Taking too many selfies may cause wrinkles, experts have claimed.
Dermatologists believe that regularly exposing the face to the light and electromagnetic radiation from smartphones can damage the skin - accelerating the aging process. Some doctors even claim they can tell which hand a person holds their phone in just by looking at which side of the face is most damaged.
Speaking at the Facial Aesthetic Conference and Exhibition - or FACE - in London yesterday, experts said even the blue light emitted from smartphone screens can promote wrinkles.

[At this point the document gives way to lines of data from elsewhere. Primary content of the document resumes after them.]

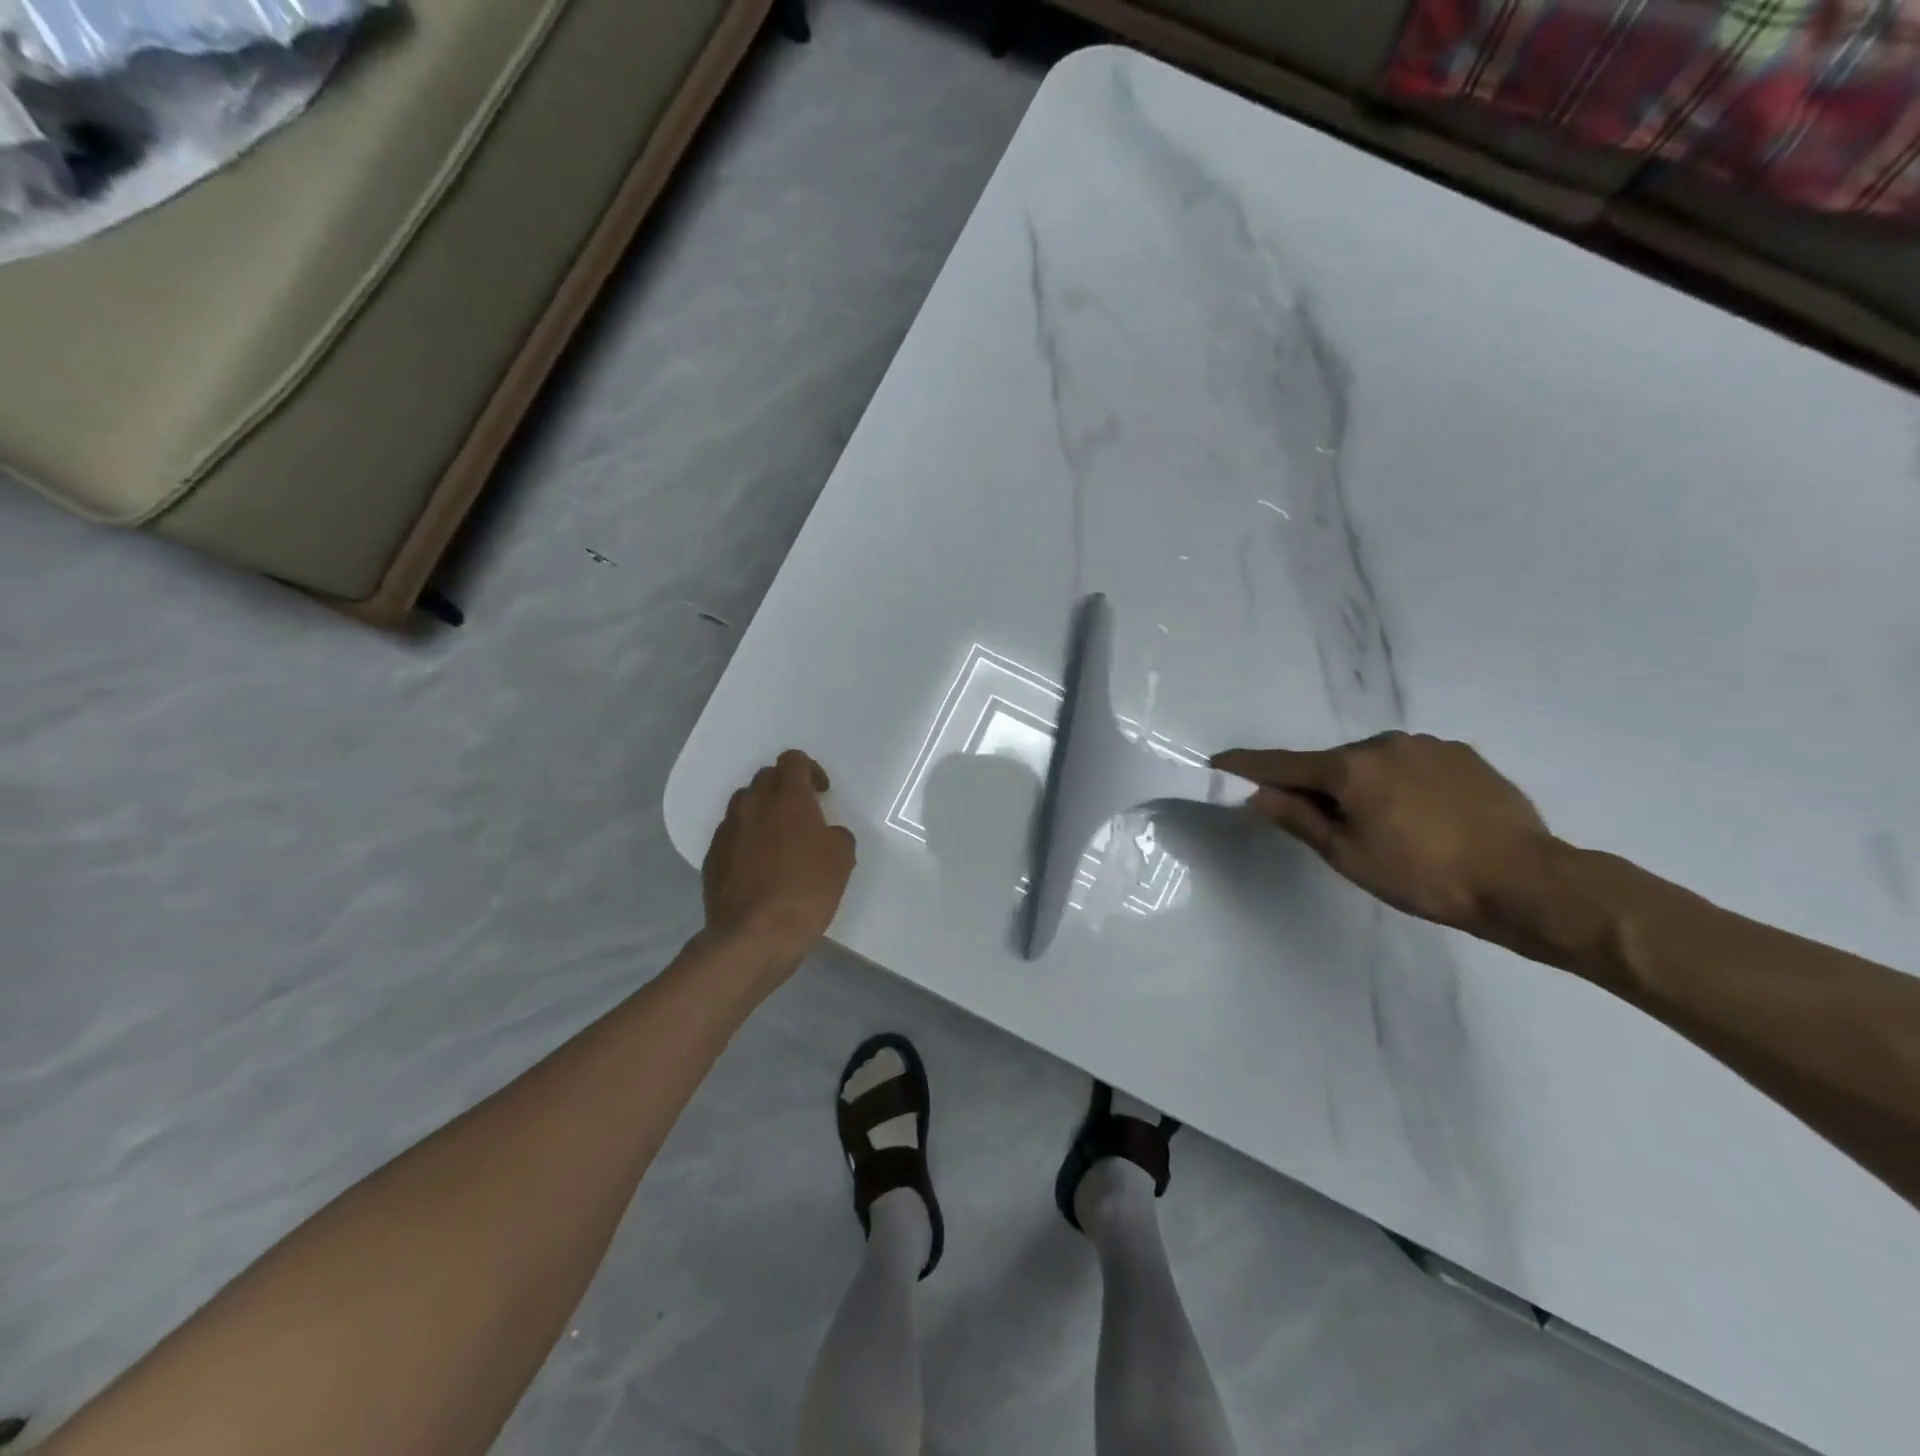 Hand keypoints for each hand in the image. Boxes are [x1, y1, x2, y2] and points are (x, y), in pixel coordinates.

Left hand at [703, 750, 856, 966]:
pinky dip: (746, 839)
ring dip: (762, 812)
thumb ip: (836, 835)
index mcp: (787, 798)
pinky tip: (758, 866)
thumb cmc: (805, 891)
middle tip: (802, 815)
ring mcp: (728, 830)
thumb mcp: (841, 860)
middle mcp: (753, 805)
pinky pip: (731, 834)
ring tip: (777, 839)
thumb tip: (826, 834)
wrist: (753, 935)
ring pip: (745, 804)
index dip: (810, 771)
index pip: (793, 760)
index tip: (821, 794)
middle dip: (784, 788)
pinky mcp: (712, 857)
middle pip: (766, 778)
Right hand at [1213, 734, 1564, 945]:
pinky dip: (1401, 784)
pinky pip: (1412, 764)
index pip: (1283, 764)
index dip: (1248, 765)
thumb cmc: (1423, 876)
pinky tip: (1424, 816)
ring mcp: (1427, 745)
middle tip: (1329, 826)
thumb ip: (1298, 818)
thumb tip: (1257, 795)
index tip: (1219, 761)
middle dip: (1319, 787)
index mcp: (1350, 767)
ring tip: (1389, 828)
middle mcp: (1384, 743)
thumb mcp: (1349, 855)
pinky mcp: (1462, 755)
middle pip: (1331, 764)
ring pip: (1374, 763)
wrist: (1527, 881)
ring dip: (1364, 785) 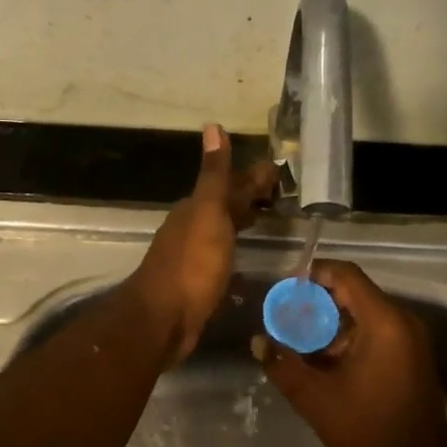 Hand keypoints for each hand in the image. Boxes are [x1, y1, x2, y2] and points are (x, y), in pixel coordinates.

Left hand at [126, 125, 277, 362]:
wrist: (164, 319)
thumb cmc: (191, 265)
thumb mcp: (207, 213)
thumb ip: (214, 176)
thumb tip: (212, 126)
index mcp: (196, 209)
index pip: (230, 184)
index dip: (254, 178)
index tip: (281, 174)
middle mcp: (192, 228)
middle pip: (226, 207)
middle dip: (250, 199)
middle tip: (282, 198)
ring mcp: (194, 257)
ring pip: (224, 232)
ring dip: (244, 224)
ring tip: (270, 223)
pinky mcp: (199, 284)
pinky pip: (223, 258)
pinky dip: (237, 252)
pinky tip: (248, 260)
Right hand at [252, 259, 446, 446]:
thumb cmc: (367, 431)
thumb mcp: (315, 399)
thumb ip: (283, 365)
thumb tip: (258, 342)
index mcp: (384, 323)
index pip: (346, 275)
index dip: (313, 275)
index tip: (285, 290)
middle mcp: (403, 323)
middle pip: (354, 294)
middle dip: (316, 305)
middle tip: (285, 322)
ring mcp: (411, 341)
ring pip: (364, 316)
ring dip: (331, 326)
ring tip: (299, 347)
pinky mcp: (412, 358)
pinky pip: (377, 334)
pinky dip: (349, 340)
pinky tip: (324, 364)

The problem has never been documented, but doctors insisted that the magnetic waves produced by modern gadgets damage the skin in a similar way that too much exposure to the sun causes wrinkles.
Dr Simon Zokaie, medical director of the Linia Skin Clinic in Harley Street, said: ‘Those who take a lot of selfies and bloggers should worry.
‘I think there is a gap in the market for products which protect because I know there are people who take lots of selfies, and bloggers who come to me and I have seen that there is damage there and there ageing taking place.’
He told the Daily Telegraph: ‘It’s a different wavelength of radiation so sunscreen will not block it.’
Dermatologist Dr Zein Obagi, of the Obagi Skin health Institute in Beverley Hills, added: ‘Your cell phone will damage your skin.
‘It’s not documented, but in my clinical observation, I can tell whether someone uses their right hand or left hand to hold their phone.
'You start to see dull dirty looking texture that you cannot identify on one side of the face.
‘I think we need to create a defence mechanism, light has some sort of magnetic think that is happening to the skin.
‘This magnetic field is altering the minerals in the skin. A sunscreen will not protect you. But if you saturate your skin with anti-oxidants it can help prevent DNA damage from electronic devices.’
Some think that electromagnetic radiation from mobile phones ages skin by damaging the DNA. It can cause breaks in the DNA strand which can prevent skin repairing itself and increases stress on skin cells.
The experts also argued that most over-the-counter moisturisers and oils do not work and may make skin worse, and that ‘a good scrub’ is the best way to keep skin healthy.
Dr Obagi told the Telegraph: ‘You cannot hydrate the skin from the outside. We have to stimulate the skin to bring back hydration from within.
‘When you put your hand in the water for half an hour you see it white and crinkly you don’t see any more hydration. There is a reason that women have more problems with sensitive skin than men. It’s because women use products.’